[Data for this task Boundary: Start]

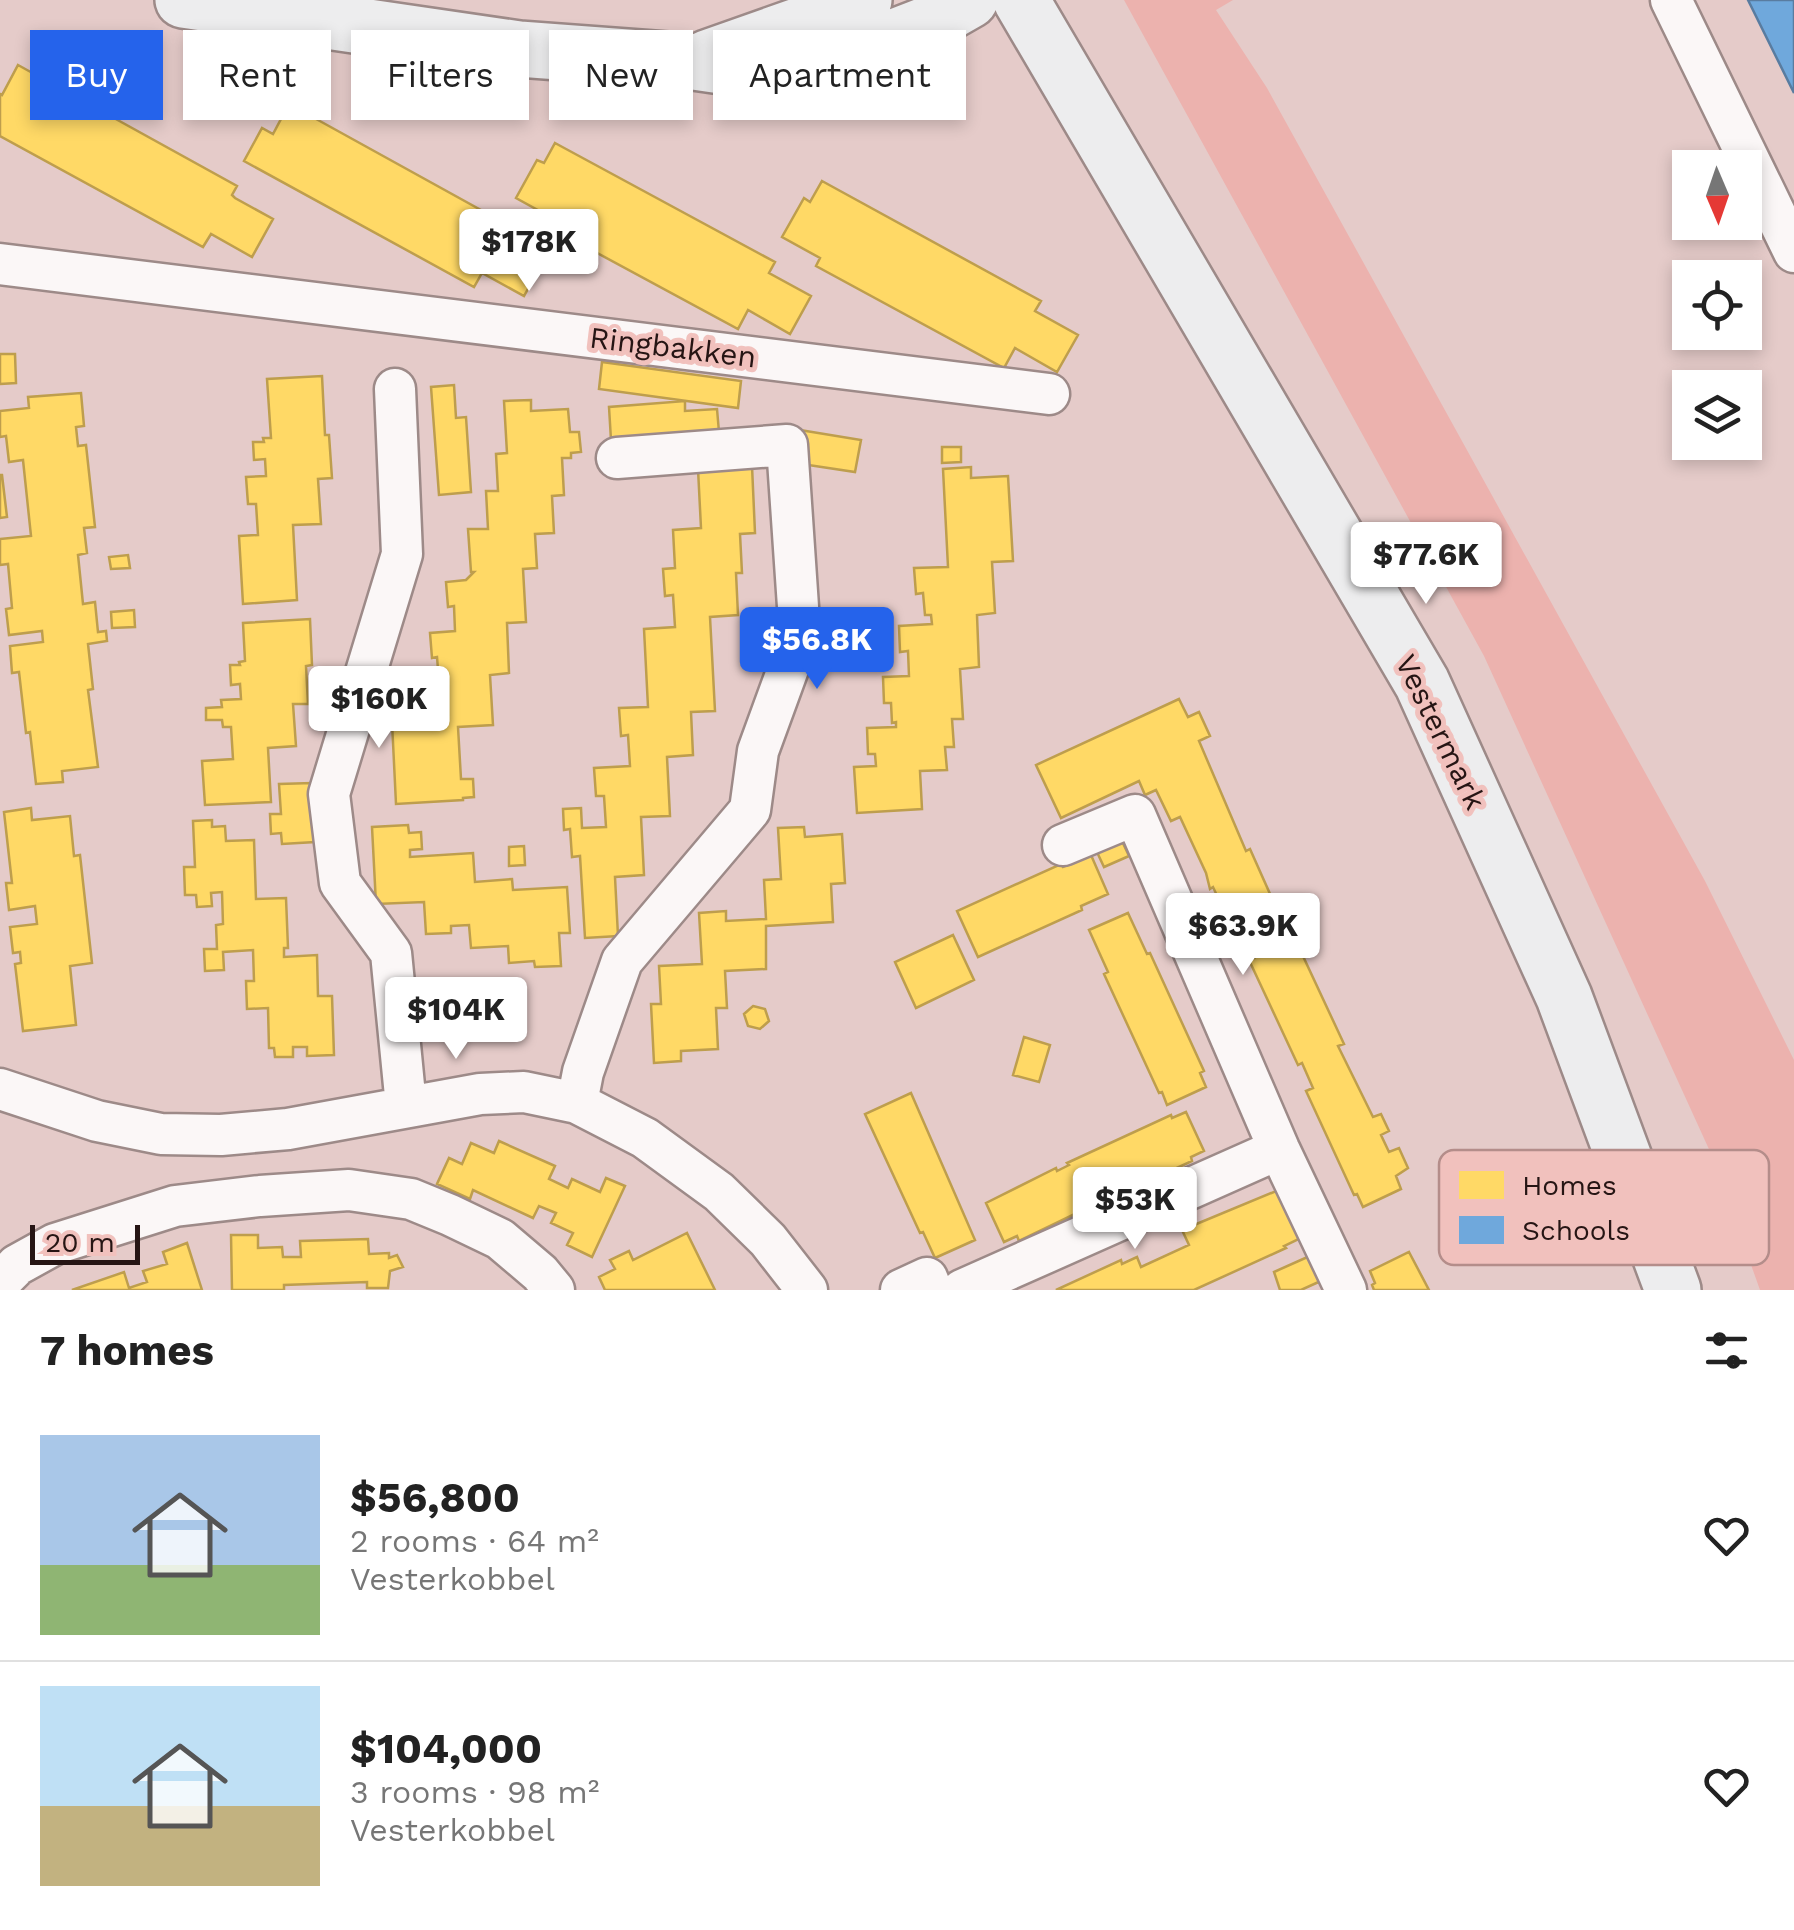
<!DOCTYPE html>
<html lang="en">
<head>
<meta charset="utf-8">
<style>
	:root { --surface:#fff; --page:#f6f6f6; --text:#222; --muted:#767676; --line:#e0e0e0; --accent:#2563eb }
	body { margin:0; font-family:"Work Sans",sans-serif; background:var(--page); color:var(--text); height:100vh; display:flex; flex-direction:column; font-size:38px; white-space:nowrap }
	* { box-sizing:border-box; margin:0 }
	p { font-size:32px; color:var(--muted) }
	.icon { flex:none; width:55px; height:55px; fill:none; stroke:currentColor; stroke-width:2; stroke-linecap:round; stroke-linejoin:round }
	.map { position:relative; height:1290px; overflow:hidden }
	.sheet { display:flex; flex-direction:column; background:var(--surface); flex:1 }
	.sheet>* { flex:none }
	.hud { position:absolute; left:30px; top:30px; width:1000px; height:90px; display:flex; gap:20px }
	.needle { width:65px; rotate:178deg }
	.tools { position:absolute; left:1672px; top:150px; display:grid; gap:20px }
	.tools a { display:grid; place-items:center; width:90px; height:90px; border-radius:0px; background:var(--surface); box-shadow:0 5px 15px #0003; font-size:50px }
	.scale { position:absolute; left:30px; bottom:25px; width:110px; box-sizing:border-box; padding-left:10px; border:5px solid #261514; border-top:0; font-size:28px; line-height:35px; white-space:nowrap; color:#261514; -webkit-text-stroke:8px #f1c1bd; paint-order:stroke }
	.price { position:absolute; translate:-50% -85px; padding:0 22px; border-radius:10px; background:#fff; color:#222; font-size:32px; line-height:65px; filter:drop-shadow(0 2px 5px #0008) }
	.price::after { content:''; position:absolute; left:50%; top:60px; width:30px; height:22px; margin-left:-15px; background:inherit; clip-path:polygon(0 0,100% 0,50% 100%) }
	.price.active { background:var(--accent); color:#fff }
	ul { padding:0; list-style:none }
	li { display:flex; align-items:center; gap:30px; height:250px; padding:0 40px }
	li+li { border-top:2px solid var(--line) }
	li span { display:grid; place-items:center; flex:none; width:280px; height:200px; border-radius:0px; color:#555 }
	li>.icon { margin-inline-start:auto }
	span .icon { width:120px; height:120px; fill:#fffc; stroke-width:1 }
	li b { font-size:42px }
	h2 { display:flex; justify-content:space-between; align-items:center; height:120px; padding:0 40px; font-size:42px }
	.pill { padding:0 35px; border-radius:0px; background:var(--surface); box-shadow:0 5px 15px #0003; font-size:35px; line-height:90px }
	.pill.active { background:var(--accent); color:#fff }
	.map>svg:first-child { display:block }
	.green { fill:#ecb2ae }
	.homes { fill:#ffd966; stroke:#be9e4d; stroke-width:2.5 }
	.schools { fill:#6fa8dc; stroke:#597ca0; stroke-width:2.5 }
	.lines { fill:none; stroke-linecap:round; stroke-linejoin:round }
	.street-casing { stroke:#9d8a88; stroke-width:45 }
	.secondary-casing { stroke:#9d8a88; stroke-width:60 }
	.street { stroke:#fbf7f7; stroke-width:40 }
	.secondary { stroke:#ededee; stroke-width:55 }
	.labels { text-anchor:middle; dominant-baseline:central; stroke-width:10; stroke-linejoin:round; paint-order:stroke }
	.street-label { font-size:30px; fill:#261514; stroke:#f1c1bd }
	.key { fill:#f1c1bd; stroke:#b48d8a; stroke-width:2.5 }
	.key-label { font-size:28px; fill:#261514 }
</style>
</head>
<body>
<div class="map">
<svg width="1794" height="1290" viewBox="0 0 1794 1290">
	<rect width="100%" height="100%" fill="#e5cbc9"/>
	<path class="green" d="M1124,0H1233L1216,10L1267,88L1705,881L1794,1060V1290H1760L1713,1158L1484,656Z"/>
	<path class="homes" d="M18,65L237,186L232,195L235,198L273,219L252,257L211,234L203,247L0,136V94L2,95Z
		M289,104L508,225L503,235L545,258L524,296L482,273L474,287L244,161L262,128L273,134Z
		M555,143L775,262L769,273L811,296L790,334L748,310L738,329L549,227L554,219L516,198L537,160L544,163Z
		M822,181L1041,301L1035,311L1078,335L1057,372L1015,348L1004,368L816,266L820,258L782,237L804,198L810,202Z
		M0,354H15L16,383L0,384Z
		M602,362L741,381L738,408L599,389Z
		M322,376L325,435H329L332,478L318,479L321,524L293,525L297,600L243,604L239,536L258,535L256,504H248L246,477L266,476L265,459L254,460L253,442H264L263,438H271L267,379Z
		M454,385L456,418L466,417L471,492L439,495L431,387Z
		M81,393L84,426L76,427L78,446L86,445L95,527L84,528L87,553L78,555L83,604L95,602L98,632L106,631L107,641L88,644L93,689L88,690L98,767L62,771L63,782L36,784L30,732L26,733L19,672L12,673L10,646L43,642L42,631L9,635L6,609L12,608L8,564L0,565V539L31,536L23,460L9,462L6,436L0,437V411L29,408L28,397Z
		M531,400V411L568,409L570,432H579L581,452L571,453V458H562L564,495L552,496L554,533L535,534L537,568L523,569L526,622L507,623L509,673L490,675L493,725L458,727L461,779H473L474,797L463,798V800L396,804L392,722L422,721L421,708L415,709L413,683L439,682L437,657L432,658L430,633L455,631L454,606L448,607L446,582L466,580L474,572H471L468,529H488L486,491H498L496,454L507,453L504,401Z
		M685,401V411L717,409L719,432L611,440L609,407Z
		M800,430L861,440L855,472L795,463Z
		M942,447H961V462L942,463Z
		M752,466L755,533L740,534L742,573H736L738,615L710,617L715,711L691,712L693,755L667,757L670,816L641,817L644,875L615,877L618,936L585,938L580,856L572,857L570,829L564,830L563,809L581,808L582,828L606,827L604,796H596L594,768L630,766L628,735L621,736L619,708L648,707L644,629L675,627L673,595L665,596L663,569L675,568L673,530L701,528L698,469Z
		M971,467V478L1008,476L1013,561L992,562L995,613L977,615L979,667L960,669L963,719H952L954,747H945L947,770L920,771L922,809L857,813L854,767L876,766L875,754H868L867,728L896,727V722L892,723L891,703H884L883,677L909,676L908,651L900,652L899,626L932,624L931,615H925L923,593L916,594L914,568L948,567L943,469Z
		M0,475H2L7,517L0,518Z
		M128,555L130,568L111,569L109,557Z
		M134,610L135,627L112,628L111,612Z
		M310,619L312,665L306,666L308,704H293L296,746L268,748L271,802L205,805L202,761L233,759L231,727H223L222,720H206V708L222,707L221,700L241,699L240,684L231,685L230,665H240L239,662L245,661L243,623Z
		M1179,699L1188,717L1199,712L1210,736L1199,741L1246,851L1250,849L1291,941L1295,939L1344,1044L1338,1046L1373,1117L1381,1114L1389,1131L1381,1135L1389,1152L1399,1148L1408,1168L1396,1176L1401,1189L1363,1207L1357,1194L1354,1195L1306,1091L1313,1088L1302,1063L1298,1065L1249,960L1254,958L1242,934L1233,936L1225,918L1227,917L1213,887L1210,889L1206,873L1180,817L1171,821L1156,790L1145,795L1139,781L1061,818L1036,765Z
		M312,783L315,842L282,844L281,833L271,834L270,814H281L279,784Z
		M31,808L32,820L70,816L74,856L80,855L92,963L70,966L76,1025L23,1031L15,964L21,963L20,952L13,953L10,927L37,924L35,906L9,910L6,883H12L4,812Z
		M212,820V827L225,826L226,841L254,840L256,899L286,898L288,948H284V957L317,955L318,996H332L334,1055L307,1056V1047H293V1057H275L274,1048H269L268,1008L247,1009L246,981H254L253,950L223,952L224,970L205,971L204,949H217L216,925L223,924L222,892L211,893L212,906L197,907L196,895H185L184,867H195L193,821Z
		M408,825L409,833L421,832L422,849L410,850V857L473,853L475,882L512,879L513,890L567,887L570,933H559L561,966L535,967L534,961L509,963L508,946L471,948L469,925L451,926V933L426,934L424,902L376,904L372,827Z
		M804,827L805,837L842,834L845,883L831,884L833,922L766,926V969L725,971L727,1008H716L718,1049L681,1051V1061L654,1063L651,1004H661L659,966L702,964L699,913L726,911V921L766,919L764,880L781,879L778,828Z
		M1121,839L1129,856L1104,867L1096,850Z
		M524,846L525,865L509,866V847Z
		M1091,855L1108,894L1081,906L1082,910L978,957L957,911L1061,864L1063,867Z
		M1128,913L1147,954L1150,953L1204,1071L1200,1073L1206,1087L1167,1105L1162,1092L1159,1093L1104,974L1108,972L1089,930Z
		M953,935L974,980L916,1008L895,962Z
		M753,1006L765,1009L769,1021L760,1029L748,1026L744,1014Z
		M1024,1037L1050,1045L1039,1082L1013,1075Z
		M911,1093L975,1240L935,1258L923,1232L920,1233L865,1114Z
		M1186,1112L1204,1151L1191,1157L1192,1161L1088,1209L1086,1205L1075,1210L1077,1213L1019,1241L1017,1236L1004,1242L986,1203L1056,1168L1057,1171L1069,1165L1067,1163L1171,1115L1172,1118Z
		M499,1141L555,1166L549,1179L568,1188L572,1179L600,1192L606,1178L625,1186L592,1257L567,1245L573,1233L551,1223L556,1213L539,1206L533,1218L473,1190L470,1199L437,1184L449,1158L462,1164L471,1143L494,1153Z
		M1281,1189L1303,1237L1284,1246L1286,1248L1194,1290H1056L1121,1260L1122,1264L1137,1257L1141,1267L1189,1245L1182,1230Z
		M687,1233L715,1290H605L599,1277L615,1269L610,1260L629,1251L633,1260Z
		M231,1235H258V1248L282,1247L283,1257H301L300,1241L368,1239L369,1254L389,1253V1258L397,1255L403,1267L390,1271L388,1288H367V1282L284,1285V1290H232Z
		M187,1243L202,1290H72L124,1272L129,1288L147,1282L143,1271L167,1264L163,1252Z
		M1409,1252L1429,1290H1374L1372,1285L1375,1283L1370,1271Z
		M1312,1255L1323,1280L1301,1290H1280L1274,1272Z"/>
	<path class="schools" d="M1748,0H1794V93Z"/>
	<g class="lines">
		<defs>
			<path id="street" d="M1671,0L1794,252
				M0,264L1049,394
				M395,389L402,554L329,794L340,883L391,953L406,1106
				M1063,845L1135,815L1279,1149L1346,1290
				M0,1089L97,1121L161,1134L221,1135L288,1129L480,1094L524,1092L577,1103L645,1138L719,1192L768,1240L807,1290
				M577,1103L583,1072L622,961L750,810L758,751L800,636L787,445L617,458
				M0,1282L17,1265L55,1244L175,1206L260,1196L349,1190L411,1199L450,1215L500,1239L540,1273L554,1290
				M901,1290L927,1278L932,1290
				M962,1290L1279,1149"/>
			<path id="secondary" d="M183,0L519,49L694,62L770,73L830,62L928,24L970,0
				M1021,0L1422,683L1564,997L1673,1290
				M707,58L854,6L864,0"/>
		</defs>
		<use href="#street" class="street-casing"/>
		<use href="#secondary" class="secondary-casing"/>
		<use href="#street" class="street"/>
		<use href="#secondary" class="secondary"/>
	</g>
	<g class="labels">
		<g class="street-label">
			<text transform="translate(673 347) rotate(7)">Ringbakken</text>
			<text transform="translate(1441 732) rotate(64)">Vestermark</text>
		</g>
	</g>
	<rect x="1439" y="1150" width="330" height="115" rx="15" class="key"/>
	<rect x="1459" y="1171" width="45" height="28" fill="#ffd966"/>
	<rect x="1459" y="1216" width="45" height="28" fill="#6fa8dc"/>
	<g class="key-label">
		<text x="1522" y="1195">Homes</text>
		<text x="1522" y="1240">Schools</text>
	</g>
</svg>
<div class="tools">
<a><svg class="needle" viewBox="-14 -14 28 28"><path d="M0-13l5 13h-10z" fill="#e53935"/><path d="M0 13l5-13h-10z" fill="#767676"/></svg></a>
<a><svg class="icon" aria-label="locate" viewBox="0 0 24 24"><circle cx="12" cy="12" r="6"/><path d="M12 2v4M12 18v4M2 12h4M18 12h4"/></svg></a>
<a><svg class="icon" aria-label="layers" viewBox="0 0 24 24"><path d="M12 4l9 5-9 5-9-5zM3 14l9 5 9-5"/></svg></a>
</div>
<div class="scale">20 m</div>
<b class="price" style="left:529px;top:294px">$178K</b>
<b class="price" style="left:1426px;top:607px">$77.6K</b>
<b class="price active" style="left:817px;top:692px">$56.8K</b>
<b class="price" style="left:379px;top:751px">$160K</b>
<b class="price" style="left:1243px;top:978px">$63.9K</b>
<b class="price" style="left:456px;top:1062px">$104K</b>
<b class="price" style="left:1135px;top:1252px">$53K</b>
<div class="hud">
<a class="pill active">Buy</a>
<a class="pill">Rent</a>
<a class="pill">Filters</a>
<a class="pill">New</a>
<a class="pill">Apartment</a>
</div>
</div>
<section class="sheet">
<h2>7 homes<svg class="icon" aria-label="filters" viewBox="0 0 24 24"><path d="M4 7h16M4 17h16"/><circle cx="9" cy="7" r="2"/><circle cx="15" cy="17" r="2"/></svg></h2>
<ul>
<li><span style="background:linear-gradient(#a9c7e8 65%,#8fb573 0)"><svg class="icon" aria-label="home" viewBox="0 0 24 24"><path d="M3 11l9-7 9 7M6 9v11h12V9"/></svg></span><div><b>$56,800</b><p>2 rooms · 64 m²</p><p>Vesterkobbel</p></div><svg class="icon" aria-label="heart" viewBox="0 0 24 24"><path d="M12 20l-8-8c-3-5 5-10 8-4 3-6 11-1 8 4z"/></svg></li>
<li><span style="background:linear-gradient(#bfe0f5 60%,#c2b280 0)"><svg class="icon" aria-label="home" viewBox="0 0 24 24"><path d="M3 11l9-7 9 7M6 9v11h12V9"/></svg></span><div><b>$104,000</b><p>3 rooms · 98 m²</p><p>Vesterkobbel</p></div><svg class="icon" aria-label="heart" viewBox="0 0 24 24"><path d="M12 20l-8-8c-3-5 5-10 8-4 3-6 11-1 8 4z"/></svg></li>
</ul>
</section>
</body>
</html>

[Data for this task Boundary: End]

» Task goal: Looking through the data above, copy out each line in which the string "grid" occurs.

» Answer section:
	.tools { position:absolute; left:1672px; top:150px; display:grid; gap:20px }
	.tools a { display:grid; place-items:center; width:90px; height:90px; border-radius:0px; background:var(--surface); box-shadow:0 5px 15px #0003; font-size:50px }
	li span { display:grid; place-items:center; flex:none; width:280px; height:200px; border-radius:0px; color:#555 }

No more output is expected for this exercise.